Hello everyone. We are here near Koroni for 3 weeks and next year intend to extend this to 2 months.We would really love to bring our dogs and would appreciate hearing experiences and practicalities from forum members. Of course this would entail overland driving ,so routes and ferry experiences with dogs would be really helpful as well as knowledge re costs. It is certainly a long route and the ferry travel and length of the journey certainly is a concern. Advice on stopping places would be great,not having travelled to this area of the Peloponnese before by car.We'd appreciate advice and shared experiences. We have a Weimaraner, getting on in years and a chirpy and cheerful westie. Both are pretty confident and chilled,but we are concerned about the journey.we look forward to you replies.the posts on this forum are such good reading. I hope to feed back out experiences too when we do it! Apologies for any hiccups in text .I have only a small tablet to work on and it is driving me nuts.this post took ages to write !


----------



## concertina (Oct 18, 2012)

The only thing I can say is be careful of your dogs because sometimes poison is put down to kill the strays,they must not be off the lead,I have seen some dying of this and its a very disturbing thing to witness.


----------



## manuka (May 26, 2014)

Thank you.good advice though very sad.


----------



## manuka (May 26, 2014)

We retire in 2-3 years and will be long term renting in Greece.that part somehow got cut off in my editing the errors.formal


----------



## The Grocer (May 30, 2010)

Hi there Manuka,

When you are next out if you want to meet up we can 'fill you in" about life in Peloponnese. (I live near Petalidi), ironically we are selling up and moving to France to be nearer to UK family.
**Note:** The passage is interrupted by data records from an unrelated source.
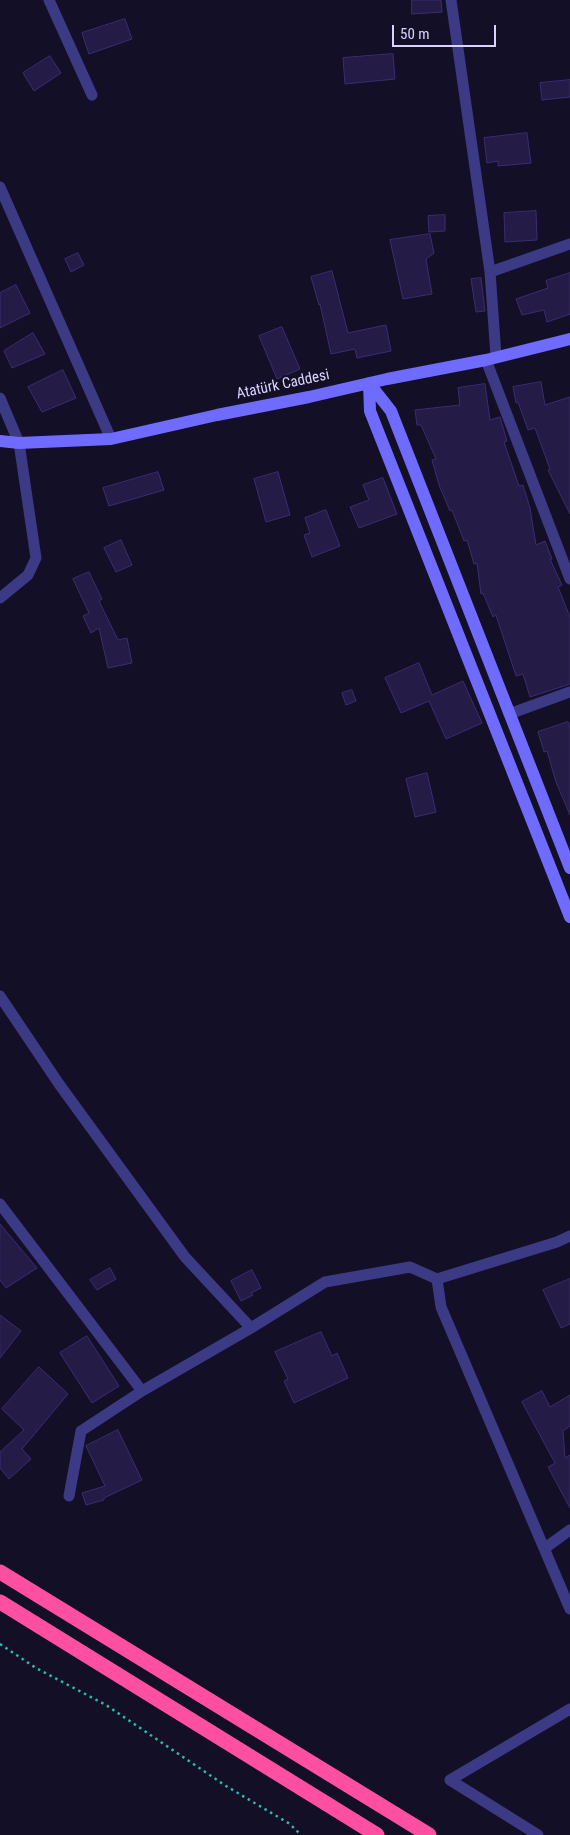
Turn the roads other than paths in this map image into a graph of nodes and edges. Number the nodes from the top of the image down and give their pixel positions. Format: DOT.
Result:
graph roads {
  1 [pos="50,0"];
  2 [pos="451,0"];
  3 [pos="92,94"];
  4 [pos="0,187"];
  5 [pos="570,244"];
  6 [pos="490,272"];
  7 [pos="570,339"];
  8 [pos="491,358"];
  9 [pos="369,383"];
  10 [pos="0,398"];
  11 [pos="111,439"];
  12 [pos="0,441"];
  13 [pos="19,443"];
  14 [pos="570,579"];
  15 [pos="0,598"];
  16 [pos="570,692"];
  17 [pos="510,714"];
  18 [pos="570,868"];
  19 [pos="570,917"];
  20 [pos="0,996"];
  21 [pos="0,1204"];
  22 [pos="570,1236"];
  23 [pos="437,1279"];
  24 [pos="251,1328"];
  25 [pos="142,1391"];
  26 [pos="69,1496"];
  27 [pos="570,1530"];
  28 [pos="545,1548"];
  29 [pos="0,1572"];
  30 [pos="0,1602"];
  31 [pos="570,1609"];
  32 [pos="570,1709"];
  33 [pos="377,1835"];
  34 [pos="429,1835"];
  35 [pos="538,1835"];
  1 -- 3 [label="street"];
  2 -- 6 [label="street"];
  4 -- 11 [label="street"];
  5 -- 6 [label="street"];
  6 -- 8 [label="street"];
  7 -- 8 [label="street, Atatürk Caddesi"];
  8 -- 9 [label="street, Atatürk Caddesi"];
  8 -- 14 [label="street"];
  9 -- 11 [label="street, Atatürk Caddesi"];
  9 -- 17 [label="street"];
  9 -- 19 [label="street"];
  10 -- 13 [label="street"];
  11 -- 13 [label="street, Atatürk Caddesi"];
  12 -- 13 [label="street, Atatürk Caddesi"];
  13 -- 15 [label="street"];
  16 -- 17 [label="street"];
  17 -- 18 [label="street"];
  20 -- 24 [label="street"];
  21 -- 25 [label="street"];
  22 -- 23 [label="street"];
  23 -- 24 [label="street"];
  23 -- 28 [label="street"];
  24 -- 25 [label="street"];
  25 -- 26 [label="street"];
  27 -- 28 [label="street"];
  28 -- 31 [label="street"];
  29 -- 34 [label="highway"];
  30 -- 33 [label="highway"];
  32 -- 35 [label="street"];
}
However the dog issue is SERIOUS. When you are here get to a vet and buy a poisons antidote kit. I can give you a good vet contact if you wish who speaks English and will advise you how to administer etc. should you ever need to......
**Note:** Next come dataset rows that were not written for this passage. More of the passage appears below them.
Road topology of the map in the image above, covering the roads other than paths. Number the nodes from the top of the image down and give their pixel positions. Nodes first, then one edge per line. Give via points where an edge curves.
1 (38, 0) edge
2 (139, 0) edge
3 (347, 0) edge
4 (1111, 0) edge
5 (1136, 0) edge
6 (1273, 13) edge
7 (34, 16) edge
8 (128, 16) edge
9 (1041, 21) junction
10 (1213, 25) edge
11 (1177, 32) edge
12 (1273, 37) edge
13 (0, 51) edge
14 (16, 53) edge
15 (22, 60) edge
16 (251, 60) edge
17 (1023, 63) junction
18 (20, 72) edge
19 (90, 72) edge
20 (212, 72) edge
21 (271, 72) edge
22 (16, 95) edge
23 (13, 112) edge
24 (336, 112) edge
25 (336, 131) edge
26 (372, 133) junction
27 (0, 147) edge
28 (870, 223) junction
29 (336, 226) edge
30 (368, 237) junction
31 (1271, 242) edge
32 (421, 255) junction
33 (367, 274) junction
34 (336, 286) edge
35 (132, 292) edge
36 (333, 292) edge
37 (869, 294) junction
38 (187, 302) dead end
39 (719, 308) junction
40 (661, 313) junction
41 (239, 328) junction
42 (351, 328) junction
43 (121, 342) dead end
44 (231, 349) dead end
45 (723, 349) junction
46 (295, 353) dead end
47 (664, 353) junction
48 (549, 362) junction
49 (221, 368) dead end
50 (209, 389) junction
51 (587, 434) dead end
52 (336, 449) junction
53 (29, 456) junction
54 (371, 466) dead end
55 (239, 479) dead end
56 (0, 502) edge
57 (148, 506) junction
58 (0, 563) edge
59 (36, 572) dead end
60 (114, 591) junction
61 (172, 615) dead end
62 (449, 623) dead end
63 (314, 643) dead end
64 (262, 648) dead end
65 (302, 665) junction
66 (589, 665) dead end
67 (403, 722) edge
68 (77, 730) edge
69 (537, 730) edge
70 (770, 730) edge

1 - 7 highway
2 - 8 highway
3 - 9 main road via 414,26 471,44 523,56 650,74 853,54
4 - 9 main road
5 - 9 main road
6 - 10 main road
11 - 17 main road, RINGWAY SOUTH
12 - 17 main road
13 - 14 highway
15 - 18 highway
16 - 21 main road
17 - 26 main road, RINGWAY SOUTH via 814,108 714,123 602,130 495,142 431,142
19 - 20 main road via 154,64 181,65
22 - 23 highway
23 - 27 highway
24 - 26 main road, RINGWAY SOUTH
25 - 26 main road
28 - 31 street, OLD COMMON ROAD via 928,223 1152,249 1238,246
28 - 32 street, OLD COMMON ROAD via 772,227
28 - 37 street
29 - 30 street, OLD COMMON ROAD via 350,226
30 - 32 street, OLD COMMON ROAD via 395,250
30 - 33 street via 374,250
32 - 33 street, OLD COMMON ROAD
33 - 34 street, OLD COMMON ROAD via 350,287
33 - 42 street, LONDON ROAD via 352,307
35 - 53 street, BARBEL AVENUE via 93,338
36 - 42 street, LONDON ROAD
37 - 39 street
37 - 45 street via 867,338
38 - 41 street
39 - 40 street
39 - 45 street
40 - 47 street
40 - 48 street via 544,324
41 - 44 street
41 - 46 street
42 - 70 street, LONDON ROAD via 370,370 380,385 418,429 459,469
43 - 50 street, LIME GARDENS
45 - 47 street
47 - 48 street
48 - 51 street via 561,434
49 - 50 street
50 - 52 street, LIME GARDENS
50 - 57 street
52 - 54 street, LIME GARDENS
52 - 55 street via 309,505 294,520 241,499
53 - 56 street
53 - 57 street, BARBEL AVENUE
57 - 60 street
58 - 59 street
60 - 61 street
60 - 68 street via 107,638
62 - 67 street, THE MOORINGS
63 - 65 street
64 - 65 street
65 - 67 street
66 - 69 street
We travel once a year by road / ferry to UK with our dog. Driving to Igoumenitsa (easy drive) and taking ferry to either Bari or Anconna. We find this the maximum time for comfort of our dog.
The kennels on the ferries are terrible, so I always pay for a pet cabin and keep the dog with me.....there are no issues apart from cost !
We also sometimes use our caravan, this is even more convenient as during summer months you can "Camp on deck" and the van is connected to the ship's electric etc., you can still use all the ships
facilities but have the convenience of your own accommodation, and its far cheaper! 
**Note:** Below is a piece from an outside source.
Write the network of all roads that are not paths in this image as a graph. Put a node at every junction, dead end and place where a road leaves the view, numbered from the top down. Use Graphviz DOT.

As for places to stay, I normally book through either Booking.com or Hotels.com. I do have some favourite stops, very pet friendly etc. but truthfully its easy to find places via the internet.

Shipping lines I recommend SUPERFAST, whilst I have used Minoan in my mind their service is deteriorating fast........................


----------



## concertina (Oct 18, 2012)

hello to The Grocer,just a question on what you said about staying in your vehicle/caravan when travelling by ferry boat,surely thats not allowed for safety reasons,I remember a few years ago a fire breaking out on a ferry(Greek) in the vehicle deck and a couple waking up who had been sleeping in their vehicle,they just managed to get out of the fire doors before they locked shut so as to contain the fire.Some people were trapped in that section of the boat because there were sleeping in their vehicles and of course very sadly died.At least on higher decks one does retain a chance of survival if a catastrophe should occur.Excuse me if I misunderstood what you meant.I was wondering how you were doing as I didnt see anything from you of late,hope you are good.


----------



## The Grocer (May 30, 2010)

Hi Cocertina,
Hope your keeping well. We have been in France most of the summer (we have a home there) hence not looked at Greek web sites that much.

When you 'Camp on deck" you are put on the upper decks and always next to the open sides, the deck has its own toilet & showers also. Whilst you are not allowed to use gas you can use electricity for snacks etc. and yes you sleep / stay in your camper / caravan.

Photo attached!


----------



## concertina (Oct 18, 2012)

"And not only are you swimming,you will have to claim refugee status my little hairy friend"Is that you and your doggy?,how cute is that.That sounds like a very good arrangement on a ferry boat.I am somewhat,well, very jealous in fact of you being in France,its where I want to be but not being able to sell our house here and the probability of a long wait for my husband to retire looks a far off possibility.Glad you are well,I guess thats the most important thing of all,our health.


----------



## The Grocer (May 30, 2010)

Yes Concertina that's "Rosie" & me.....on board the ferry sitting outside our caravan.

When you are totally bored with nothing to do have a look at Rosie's blog.....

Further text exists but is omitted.